START AVAILABLE DATA

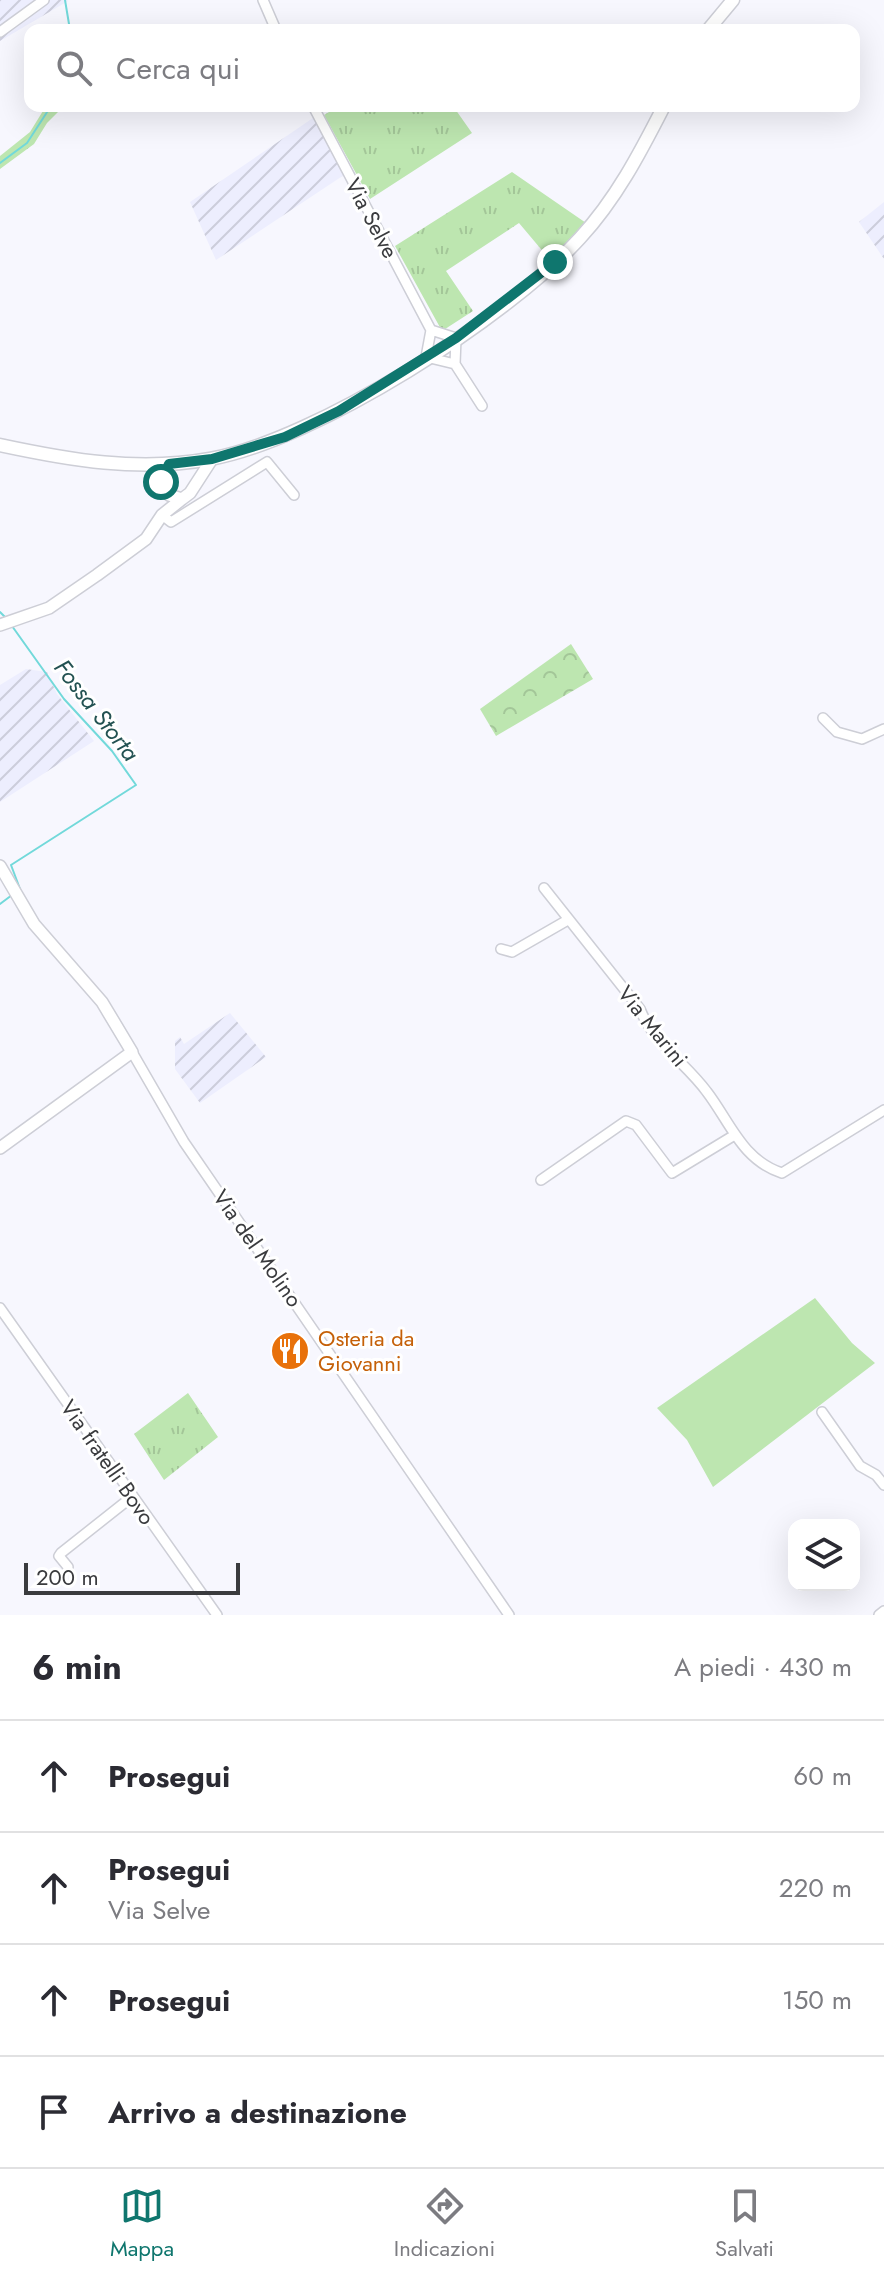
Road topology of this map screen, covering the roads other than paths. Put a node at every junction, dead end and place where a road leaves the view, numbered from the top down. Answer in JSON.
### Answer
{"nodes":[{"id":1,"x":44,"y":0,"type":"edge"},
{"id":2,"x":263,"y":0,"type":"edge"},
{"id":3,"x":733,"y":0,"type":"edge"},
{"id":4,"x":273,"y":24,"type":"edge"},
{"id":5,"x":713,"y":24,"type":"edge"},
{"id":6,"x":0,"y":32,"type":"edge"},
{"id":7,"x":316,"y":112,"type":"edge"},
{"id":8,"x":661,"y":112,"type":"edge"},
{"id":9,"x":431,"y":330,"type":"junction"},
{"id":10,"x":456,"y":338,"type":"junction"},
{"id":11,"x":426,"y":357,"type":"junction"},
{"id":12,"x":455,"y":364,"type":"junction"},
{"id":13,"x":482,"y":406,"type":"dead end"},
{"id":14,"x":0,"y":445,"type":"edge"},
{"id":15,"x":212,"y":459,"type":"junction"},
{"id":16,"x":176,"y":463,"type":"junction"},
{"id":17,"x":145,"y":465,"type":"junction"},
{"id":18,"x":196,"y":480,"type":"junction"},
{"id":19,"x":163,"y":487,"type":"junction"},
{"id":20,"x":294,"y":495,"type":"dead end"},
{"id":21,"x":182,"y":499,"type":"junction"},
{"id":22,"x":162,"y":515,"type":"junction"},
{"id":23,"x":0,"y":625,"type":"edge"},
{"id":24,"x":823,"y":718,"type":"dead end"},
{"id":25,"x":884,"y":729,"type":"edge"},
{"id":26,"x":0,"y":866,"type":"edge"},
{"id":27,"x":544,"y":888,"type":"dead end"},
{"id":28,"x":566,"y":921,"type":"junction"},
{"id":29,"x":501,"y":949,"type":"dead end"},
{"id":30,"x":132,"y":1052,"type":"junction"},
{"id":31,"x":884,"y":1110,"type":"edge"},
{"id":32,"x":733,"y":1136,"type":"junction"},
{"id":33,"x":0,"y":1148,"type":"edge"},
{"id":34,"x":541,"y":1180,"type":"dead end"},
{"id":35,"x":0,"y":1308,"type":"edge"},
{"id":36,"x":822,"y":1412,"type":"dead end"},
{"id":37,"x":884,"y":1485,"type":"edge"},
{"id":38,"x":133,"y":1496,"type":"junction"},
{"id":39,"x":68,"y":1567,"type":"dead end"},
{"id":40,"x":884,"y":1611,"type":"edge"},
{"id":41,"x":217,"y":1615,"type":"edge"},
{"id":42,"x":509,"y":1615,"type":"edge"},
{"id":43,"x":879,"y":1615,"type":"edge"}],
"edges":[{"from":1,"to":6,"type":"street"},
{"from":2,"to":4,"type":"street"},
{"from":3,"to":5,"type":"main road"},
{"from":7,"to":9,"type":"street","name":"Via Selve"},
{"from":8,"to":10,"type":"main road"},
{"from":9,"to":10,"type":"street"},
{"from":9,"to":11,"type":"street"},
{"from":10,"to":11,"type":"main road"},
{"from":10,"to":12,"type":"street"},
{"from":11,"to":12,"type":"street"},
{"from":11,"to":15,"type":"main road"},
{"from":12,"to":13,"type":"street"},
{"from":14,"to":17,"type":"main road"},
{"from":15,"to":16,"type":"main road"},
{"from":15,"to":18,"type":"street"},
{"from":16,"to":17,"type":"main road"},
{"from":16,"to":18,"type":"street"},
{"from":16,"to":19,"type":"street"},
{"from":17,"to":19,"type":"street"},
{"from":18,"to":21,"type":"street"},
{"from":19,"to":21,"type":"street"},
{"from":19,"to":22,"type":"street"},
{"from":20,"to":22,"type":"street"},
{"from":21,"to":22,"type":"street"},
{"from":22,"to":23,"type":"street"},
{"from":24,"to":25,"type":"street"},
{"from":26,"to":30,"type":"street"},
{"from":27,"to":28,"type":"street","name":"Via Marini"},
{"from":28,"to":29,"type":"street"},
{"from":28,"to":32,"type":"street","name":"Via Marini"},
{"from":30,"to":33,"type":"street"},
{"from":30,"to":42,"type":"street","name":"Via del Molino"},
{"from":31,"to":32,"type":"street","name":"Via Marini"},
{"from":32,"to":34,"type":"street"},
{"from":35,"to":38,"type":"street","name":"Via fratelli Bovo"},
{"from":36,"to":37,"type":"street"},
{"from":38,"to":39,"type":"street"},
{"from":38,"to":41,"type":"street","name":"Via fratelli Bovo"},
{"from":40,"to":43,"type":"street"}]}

END AVAILABLE DATA

EXERCISE REQUIREMENTS » Show all of the lines above in which "name" is present.

SOLUTION TO THE PROBLEM »
{"from":7,"to":9,"type":"street","name":"Via Selve"},
{"from":27,"to":28,"type":"street","name":"Via Marini"},
{"from":28,"to":32,"type":"street","name":"Via Marini"},
{"from":30,"to":42,"type":"street","name":"Via del Molino"},
{"from":31,"to":32,"type":"street","name":"Via Marini"},
{"from":35,"to":38,"type":"street","name":"Via fratelli Bovo"},
{"from":38,"to":41,"type":"street","name":"Via fratelli Bovo"},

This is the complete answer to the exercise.